Dive Brief:
- Duke Energy posted a net loss of $97 million in Q1 2014, down from the $634 million in earnings it posted over the same period last year, the company announced on Wednesday. Excluding one-time costs, including a $1.4 billion charge on its Midwest merchant generation fleet, Duke earnings were up $1.17 per share, beating analysts’ expectations.
- Duke had a “strong first quarter” on the back of “revised customer rates and strong weather-normalized retail customer load growth,” CEO Lynn Good told analysts on the company’s earnings call. Residential sales grew 2.9% quarter-over-quarter while commercial sales grew 3.6%, which Good attributed to the weather and the economic recovery.
- Looking forward, Duke is planning to spend $16-20 billion through 2018 on growth investments in “new generation, infrastructure projects and environmental and regulatory compliance,” Good said. “In terms of prioritization of investments, we continue to focus on deploying about 85% to 90% of our capital into our regulated businesses.”
Dive Insight:
After years of sluggish sales growth, electricity demand appears to be picking back up – though utility CEOs say it’s too early to call it a trend, partly due to the hard-to-calculate effects of this winter’s Polar Vortex.
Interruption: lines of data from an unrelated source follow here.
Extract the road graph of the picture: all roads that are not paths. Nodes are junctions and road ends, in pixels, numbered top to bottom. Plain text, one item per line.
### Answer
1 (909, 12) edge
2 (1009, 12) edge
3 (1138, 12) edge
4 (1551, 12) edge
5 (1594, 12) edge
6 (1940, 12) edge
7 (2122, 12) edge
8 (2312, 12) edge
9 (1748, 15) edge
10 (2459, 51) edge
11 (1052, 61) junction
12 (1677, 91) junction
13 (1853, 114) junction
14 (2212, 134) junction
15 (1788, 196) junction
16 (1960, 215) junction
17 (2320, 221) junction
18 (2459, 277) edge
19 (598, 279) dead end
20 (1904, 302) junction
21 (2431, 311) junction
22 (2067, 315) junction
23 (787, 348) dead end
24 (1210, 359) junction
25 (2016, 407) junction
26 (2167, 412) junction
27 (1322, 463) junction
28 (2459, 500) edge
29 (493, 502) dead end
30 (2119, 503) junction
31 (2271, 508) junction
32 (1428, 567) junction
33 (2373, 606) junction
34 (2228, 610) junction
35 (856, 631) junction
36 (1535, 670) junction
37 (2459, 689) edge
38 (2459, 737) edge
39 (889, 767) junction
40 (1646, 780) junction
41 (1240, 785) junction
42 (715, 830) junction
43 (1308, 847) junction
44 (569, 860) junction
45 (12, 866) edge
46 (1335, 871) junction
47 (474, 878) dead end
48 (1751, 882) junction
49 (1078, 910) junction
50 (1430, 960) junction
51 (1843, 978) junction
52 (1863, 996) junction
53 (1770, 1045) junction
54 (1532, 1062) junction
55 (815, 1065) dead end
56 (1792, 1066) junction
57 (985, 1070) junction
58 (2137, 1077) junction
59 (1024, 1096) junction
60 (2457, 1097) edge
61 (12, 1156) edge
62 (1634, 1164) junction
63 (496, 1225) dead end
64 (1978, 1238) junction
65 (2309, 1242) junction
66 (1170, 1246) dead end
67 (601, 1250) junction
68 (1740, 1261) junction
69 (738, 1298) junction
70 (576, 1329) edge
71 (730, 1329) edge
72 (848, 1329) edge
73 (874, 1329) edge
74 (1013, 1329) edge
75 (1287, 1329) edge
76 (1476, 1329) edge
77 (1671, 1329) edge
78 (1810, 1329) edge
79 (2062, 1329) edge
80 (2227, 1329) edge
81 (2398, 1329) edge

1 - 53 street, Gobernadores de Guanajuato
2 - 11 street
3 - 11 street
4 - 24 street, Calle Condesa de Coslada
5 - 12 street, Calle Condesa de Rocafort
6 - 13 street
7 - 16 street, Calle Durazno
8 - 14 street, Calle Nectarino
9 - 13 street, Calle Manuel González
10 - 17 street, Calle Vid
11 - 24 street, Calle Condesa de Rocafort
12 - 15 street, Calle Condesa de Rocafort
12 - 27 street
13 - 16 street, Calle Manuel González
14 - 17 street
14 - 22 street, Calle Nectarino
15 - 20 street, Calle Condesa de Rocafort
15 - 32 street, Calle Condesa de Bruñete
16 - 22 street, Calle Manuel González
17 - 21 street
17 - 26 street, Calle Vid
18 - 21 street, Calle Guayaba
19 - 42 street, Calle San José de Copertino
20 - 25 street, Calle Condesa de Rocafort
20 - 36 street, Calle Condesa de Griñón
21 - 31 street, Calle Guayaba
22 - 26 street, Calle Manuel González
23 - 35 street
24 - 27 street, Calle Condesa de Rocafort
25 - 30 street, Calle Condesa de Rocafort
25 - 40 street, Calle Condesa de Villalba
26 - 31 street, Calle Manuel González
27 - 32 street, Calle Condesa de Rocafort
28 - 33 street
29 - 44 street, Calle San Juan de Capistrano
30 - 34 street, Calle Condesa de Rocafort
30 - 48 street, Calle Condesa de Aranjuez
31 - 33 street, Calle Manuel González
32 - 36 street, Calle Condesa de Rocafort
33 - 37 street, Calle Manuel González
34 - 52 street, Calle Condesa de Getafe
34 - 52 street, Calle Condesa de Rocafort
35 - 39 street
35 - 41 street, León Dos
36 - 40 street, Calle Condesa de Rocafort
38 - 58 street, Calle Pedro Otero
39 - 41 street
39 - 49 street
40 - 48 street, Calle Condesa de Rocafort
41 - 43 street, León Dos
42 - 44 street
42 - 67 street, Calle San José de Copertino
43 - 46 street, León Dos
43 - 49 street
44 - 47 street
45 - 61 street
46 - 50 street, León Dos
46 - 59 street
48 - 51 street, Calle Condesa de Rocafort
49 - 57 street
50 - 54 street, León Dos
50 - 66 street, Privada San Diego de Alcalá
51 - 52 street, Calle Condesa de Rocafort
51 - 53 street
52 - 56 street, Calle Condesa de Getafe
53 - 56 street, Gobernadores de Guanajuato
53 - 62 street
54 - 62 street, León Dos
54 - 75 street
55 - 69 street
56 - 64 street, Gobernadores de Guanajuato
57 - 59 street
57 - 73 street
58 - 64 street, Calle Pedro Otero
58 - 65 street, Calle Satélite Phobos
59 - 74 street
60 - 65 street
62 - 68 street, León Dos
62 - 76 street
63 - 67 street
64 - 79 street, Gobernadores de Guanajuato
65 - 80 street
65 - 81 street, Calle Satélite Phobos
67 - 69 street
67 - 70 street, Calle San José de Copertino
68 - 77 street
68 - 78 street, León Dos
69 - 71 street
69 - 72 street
But Duke Energy CEO Lynn Good saw some positive indicators. “Improved economic data leads us to believe this strength is more sustainable rather than a one-time event,” she said. “I feel like an uptick in sales is the best possible thing that can happen, not only to Duke Energy, but to the economies that we serve.”
Duke also addressed the Dan River coal ash spill, for which it has been under fire. Notably, Good said Duke Energy, “not our customers, will pay for the pipe break and associated cleanup,” which contradicts past statements that left Duke’s options open. Associated costs reached $15 million during Q1, Good said. Duke recently estimated total costs could reach up to $10 billion.